▸ SOURCE INFORMATION:

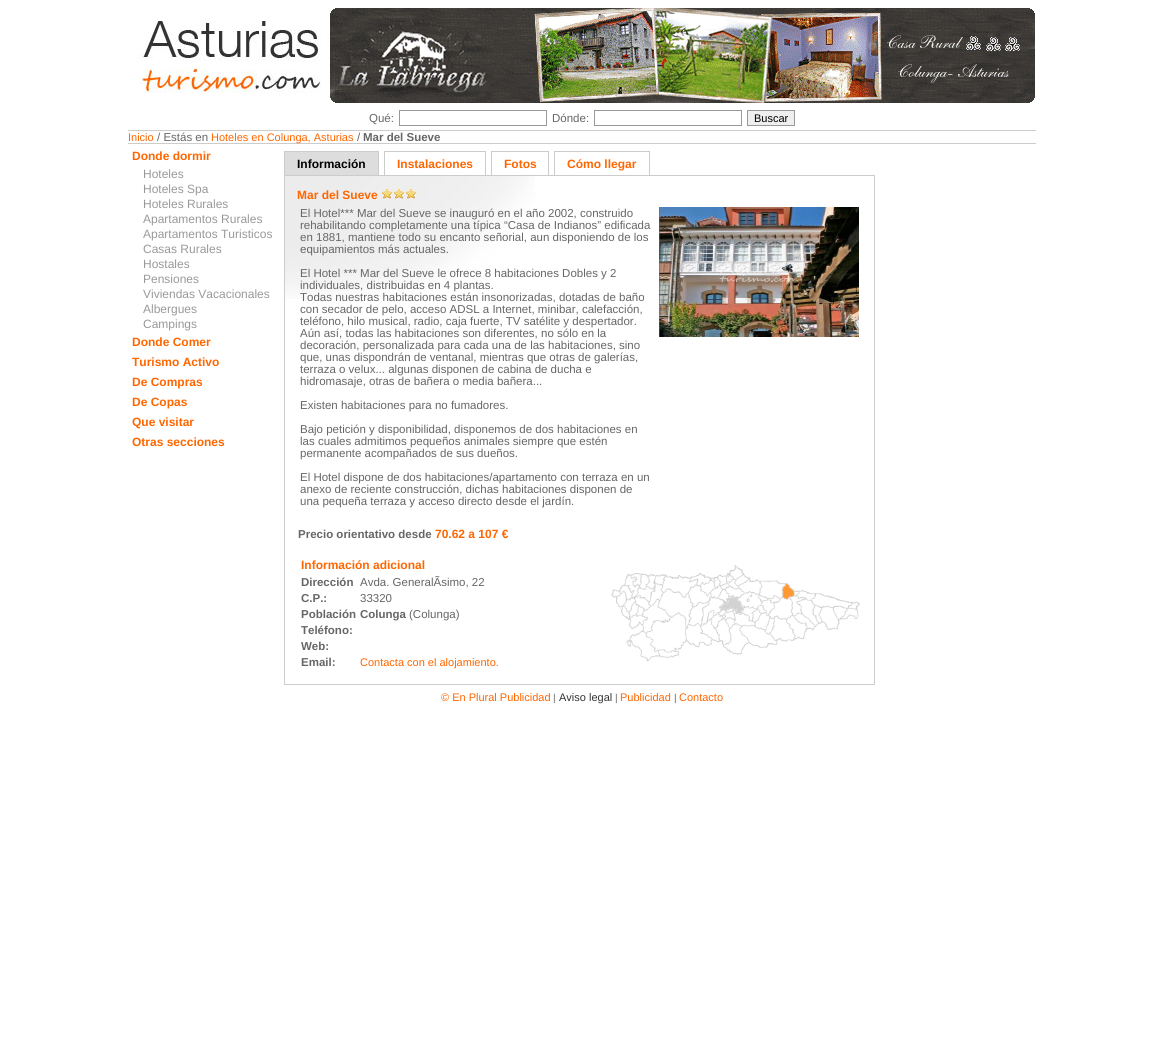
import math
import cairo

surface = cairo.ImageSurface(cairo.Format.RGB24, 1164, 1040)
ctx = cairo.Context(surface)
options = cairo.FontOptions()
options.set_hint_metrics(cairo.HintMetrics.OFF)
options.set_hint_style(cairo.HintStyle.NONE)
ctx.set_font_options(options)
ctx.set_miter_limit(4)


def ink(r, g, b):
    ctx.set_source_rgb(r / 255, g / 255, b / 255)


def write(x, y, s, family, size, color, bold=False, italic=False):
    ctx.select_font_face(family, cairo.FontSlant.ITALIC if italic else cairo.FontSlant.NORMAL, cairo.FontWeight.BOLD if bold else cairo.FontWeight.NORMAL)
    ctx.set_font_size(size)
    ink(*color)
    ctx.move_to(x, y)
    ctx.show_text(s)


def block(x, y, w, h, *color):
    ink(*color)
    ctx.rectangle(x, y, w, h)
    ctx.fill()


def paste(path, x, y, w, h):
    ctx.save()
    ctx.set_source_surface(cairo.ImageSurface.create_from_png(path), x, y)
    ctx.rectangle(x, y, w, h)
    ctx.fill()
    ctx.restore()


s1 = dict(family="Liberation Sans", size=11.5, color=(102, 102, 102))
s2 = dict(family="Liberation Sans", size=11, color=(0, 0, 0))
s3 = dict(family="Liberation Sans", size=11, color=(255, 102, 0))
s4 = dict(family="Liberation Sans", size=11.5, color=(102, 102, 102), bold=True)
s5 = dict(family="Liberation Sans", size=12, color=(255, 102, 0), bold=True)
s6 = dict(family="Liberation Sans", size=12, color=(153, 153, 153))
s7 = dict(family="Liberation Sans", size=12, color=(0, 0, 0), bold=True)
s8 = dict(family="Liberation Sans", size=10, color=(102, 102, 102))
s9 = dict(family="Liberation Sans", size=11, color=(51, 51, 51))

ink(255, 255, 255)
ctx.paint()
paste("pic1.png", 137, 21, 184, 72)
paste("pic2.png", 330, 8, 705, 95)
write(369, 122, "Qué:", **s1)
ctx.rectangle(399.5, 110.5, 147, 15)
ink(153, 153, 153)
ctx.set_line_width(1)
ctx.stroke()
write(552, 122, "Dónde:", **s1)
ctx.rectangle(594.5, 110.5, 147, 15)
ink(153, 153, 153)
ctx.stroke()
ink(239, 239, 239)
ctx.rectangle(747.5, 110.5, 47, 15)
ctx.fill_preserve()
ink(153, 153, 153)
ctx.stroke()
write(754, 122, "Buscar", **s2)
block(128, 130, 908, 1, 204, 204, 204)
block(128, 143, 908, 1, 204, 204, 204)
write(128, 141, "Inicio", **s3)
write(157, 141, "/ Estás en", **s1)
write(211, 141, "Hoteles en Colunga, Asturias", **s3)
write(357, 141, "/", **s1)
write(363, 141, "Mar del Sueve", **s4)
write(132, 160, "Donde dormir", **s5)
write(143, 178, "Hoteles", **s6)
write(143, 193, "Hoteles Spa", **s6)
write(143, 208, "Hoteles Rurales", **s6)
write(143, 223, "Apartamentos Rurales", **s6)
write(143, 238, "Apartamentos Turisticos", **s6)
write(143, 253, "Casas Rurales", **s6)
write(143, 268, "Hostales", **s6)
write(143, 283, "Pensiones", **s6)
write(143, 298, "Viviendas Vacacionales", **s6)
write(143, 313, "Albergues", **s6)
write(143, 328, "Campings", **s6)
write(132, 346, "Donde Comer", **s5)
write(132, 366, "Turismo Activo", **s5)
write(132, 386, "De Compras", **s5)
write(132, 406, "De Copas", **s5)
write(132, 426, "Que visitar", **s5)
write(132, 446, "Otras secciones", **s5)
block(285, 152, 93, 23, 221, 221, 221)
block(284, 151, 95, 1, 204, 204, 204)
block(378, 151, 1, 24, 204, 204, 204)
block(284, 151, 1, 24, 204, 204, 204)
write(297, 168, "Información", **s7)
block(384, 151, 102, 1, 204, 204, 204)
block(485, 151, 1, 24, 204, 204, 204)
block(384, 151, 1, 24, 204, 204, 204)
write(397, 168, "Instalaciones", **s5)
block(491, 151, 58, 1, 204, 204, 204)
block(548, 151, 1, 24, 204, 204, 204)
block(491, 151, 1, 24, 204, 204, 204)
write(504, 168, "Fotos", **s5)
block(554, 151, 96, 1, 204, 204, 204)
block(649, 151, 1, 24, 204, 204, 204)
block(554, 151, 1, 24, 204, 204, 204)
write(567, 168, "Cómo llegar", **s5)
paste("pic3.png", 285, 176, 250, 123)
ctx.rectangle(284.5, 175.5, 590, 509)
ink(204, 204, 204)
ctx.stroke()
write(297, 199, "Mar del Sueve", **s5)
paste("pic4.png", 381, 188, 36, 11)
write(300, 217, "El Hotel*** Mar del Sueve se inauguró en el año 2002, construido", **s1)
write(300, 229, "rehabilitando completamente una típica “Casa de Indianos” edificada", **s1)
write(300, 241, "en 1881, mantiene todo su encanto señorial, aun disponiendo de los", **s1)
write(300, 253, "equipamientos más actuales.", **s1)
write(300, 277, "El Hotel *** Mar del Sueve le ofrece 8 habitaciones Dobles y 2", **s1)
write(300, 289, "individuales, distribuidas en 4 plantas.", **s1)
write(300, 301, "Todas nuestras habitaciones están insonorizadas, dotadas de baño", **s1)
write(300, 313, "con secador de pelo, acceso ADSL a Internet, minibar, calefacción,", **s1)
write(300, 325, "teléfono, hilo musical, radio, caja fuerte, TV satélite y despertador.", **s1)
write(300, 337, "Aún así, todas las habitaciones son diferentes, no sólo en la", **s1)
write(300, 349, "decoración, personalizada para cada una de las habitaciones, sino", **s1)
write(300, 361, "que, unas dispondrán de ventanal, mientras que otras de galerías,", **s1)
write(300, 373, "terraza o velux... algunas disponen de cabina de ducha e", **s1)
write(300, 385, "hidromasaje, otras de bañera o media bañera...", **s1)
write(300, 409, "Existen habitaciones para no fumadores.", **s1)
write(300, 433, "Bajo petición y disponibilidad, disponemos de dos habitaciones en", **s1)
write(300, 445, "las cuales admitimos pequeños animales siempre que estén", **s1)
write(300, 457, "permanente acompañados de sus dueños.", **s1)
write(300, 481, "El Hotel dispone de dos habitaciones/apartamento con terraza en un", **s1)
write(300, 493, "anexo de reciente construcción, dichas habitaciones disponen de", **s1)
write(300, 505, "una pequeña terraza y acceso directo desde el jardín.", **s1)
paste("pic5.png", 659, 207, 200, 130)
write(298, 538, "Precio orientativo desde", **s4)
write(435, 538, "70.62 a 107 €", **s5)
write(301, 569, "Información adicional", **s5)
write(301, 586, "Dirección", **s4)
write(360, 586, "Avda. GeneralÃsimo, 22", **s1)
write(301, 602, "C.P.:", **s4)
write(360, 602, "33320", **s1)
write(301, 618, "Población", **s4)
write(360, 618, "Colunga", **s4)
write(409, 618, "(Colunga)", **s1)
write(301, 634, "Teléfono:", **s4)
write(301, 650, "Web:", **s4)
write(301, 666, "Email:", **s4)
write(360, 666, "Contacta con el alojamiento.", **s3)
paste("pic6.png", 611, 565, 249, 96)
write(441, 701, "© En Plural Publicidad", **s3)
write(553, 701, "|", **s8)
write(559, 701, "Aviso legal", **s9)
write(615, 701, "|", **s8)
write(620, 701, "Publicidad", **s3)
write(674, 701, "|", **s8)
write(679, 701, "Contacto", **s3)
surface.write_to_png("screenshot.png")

▸ TASK: Within the listing above, give again exactly every line from the line with "ctx = cairo.Context(surface)" through the line with "ctx.restore()", both included, and no other line.

▸ SOLUTION TO THIS EXERCISE:
ctx = cairo.Context(surface)
options = cairo.FontOptions()
options.set_hint_metrics(cairo.HintMetrics.OFF)
options.set_hint_style(cairo.HintStyle.NONE)
ctx.set_font_options(options)
ctx.set_miter_limit(4)


def ink(r, g, b):
    ctx.set_source_rgb(r / 255, g / 255, b / 255)


def write(x, y, s, family, size, color, bold=False, italic=False):
    ctx.select_font_face(family, cairo.FontSlant.ITALIC if italic else cairo.FontSlant.NORMAL, cairo.FontWeight.BOLD if bold else cairo.FontWeight.NORMAL)
    ctx.set_font_size(size)
    ink(*color)
    ctx.move_to(x, y)
    ctx.show_text(s)


def block(x, y, w, h, *color):
    ink(*color)
    ctx.rectangle(x, y, w, h)
    ctx.fill()


def paste(path, x, y, w, h):
    ctx.save()
    ctx.set_source_surface(cairo.ImageSurface.create_from_png(path), x, y)
    ctx.rectangle(x, y, w, h)
    ctx.fill()
    ctx.restore()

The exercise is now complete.